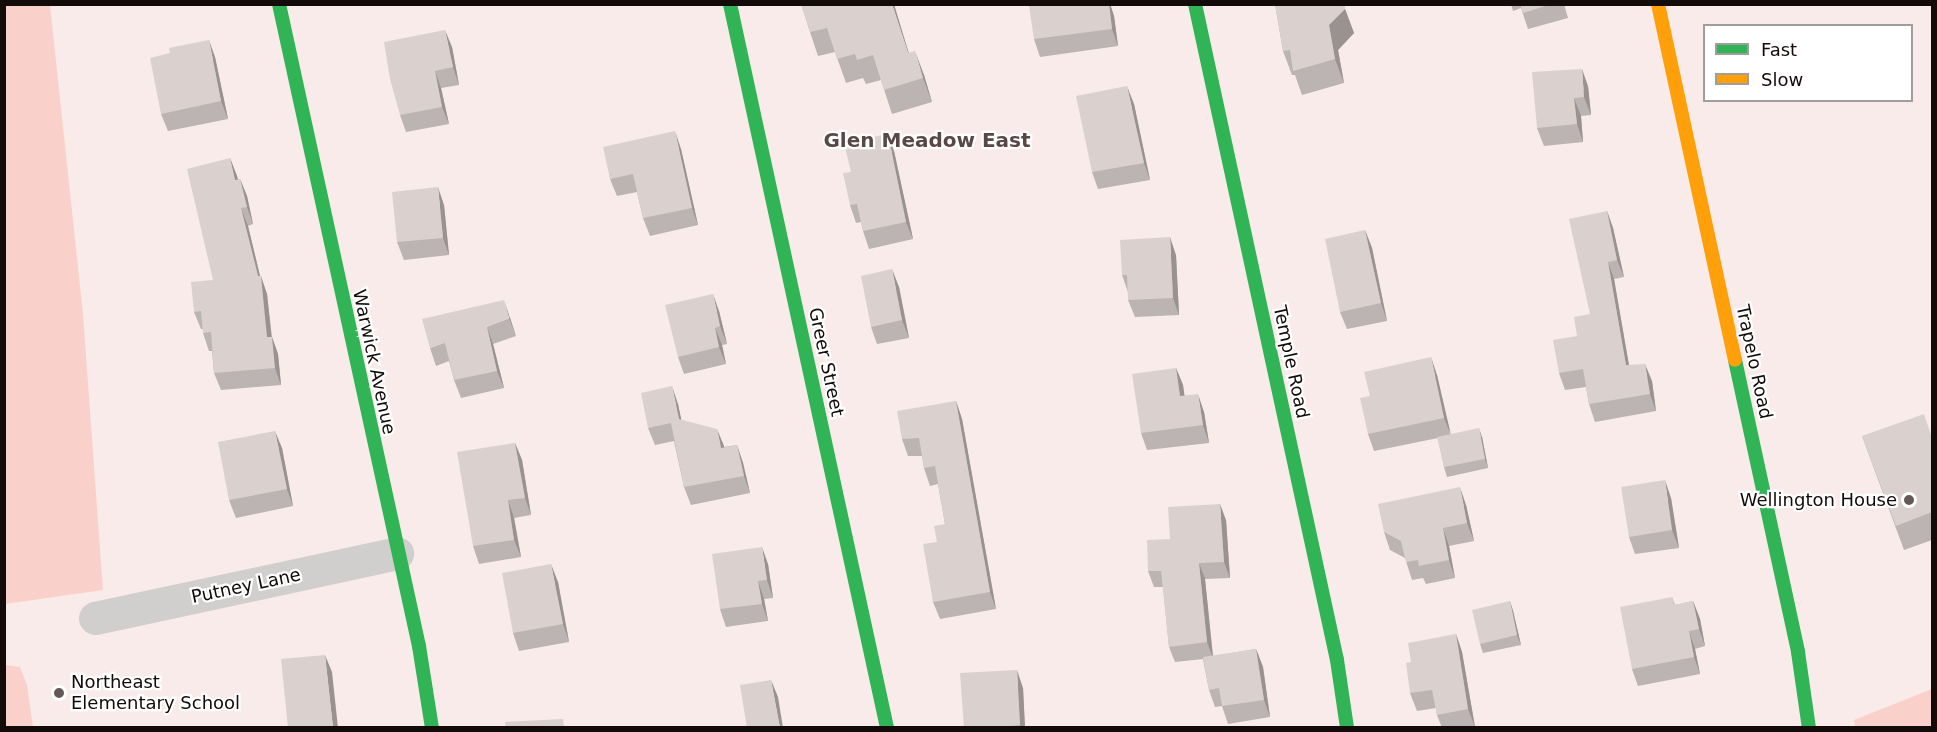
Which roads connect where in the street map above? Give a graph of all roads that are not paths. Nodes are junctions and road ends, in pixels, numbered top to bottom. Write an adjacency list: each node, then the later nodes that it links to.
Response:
1 (279, 4): 5 (street, Warwick Avenue)
2 (730, 4): 8 (street, Greer Street)
3 (1195, 4): 9 (street, Temple Road)
4 (1658, 4): 10 (street, Trapelo Road)
5 (397, 553): 6 (street, Putney Lane); 7 (street, Warwick Avenue)
6 (95, 618)
7 (432, 728)
8 (887, 728)
9 (1347, 728)
10 (1809, 728)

Assignment – Would you restate the listing word for word without its pictures?

Exercise output –
Which roads connect where in the street map above? Give a graph of all roads that are not paths. Nodes are junctions and road ends, in pixels, numbered top to bottom. Write an adjacency list: each node, then the later nodes that it links to.
Response:
1 (279, 4): 5 (street, Warwick Avenue)
2 (730, 4): 8 (street, Greer Street)
3 (1195, 4): 9 (street, Temple Road)
4 (1658, 4): 10 (street, Trapelo Road)
5 (397, 553): 6 (street, Putney Lane); 7 (street, Warwick Avenue)
6 (95, 618)
7 (432, 728)
8 (887, 728)
9 (1347, 728)
10 (1809, 728)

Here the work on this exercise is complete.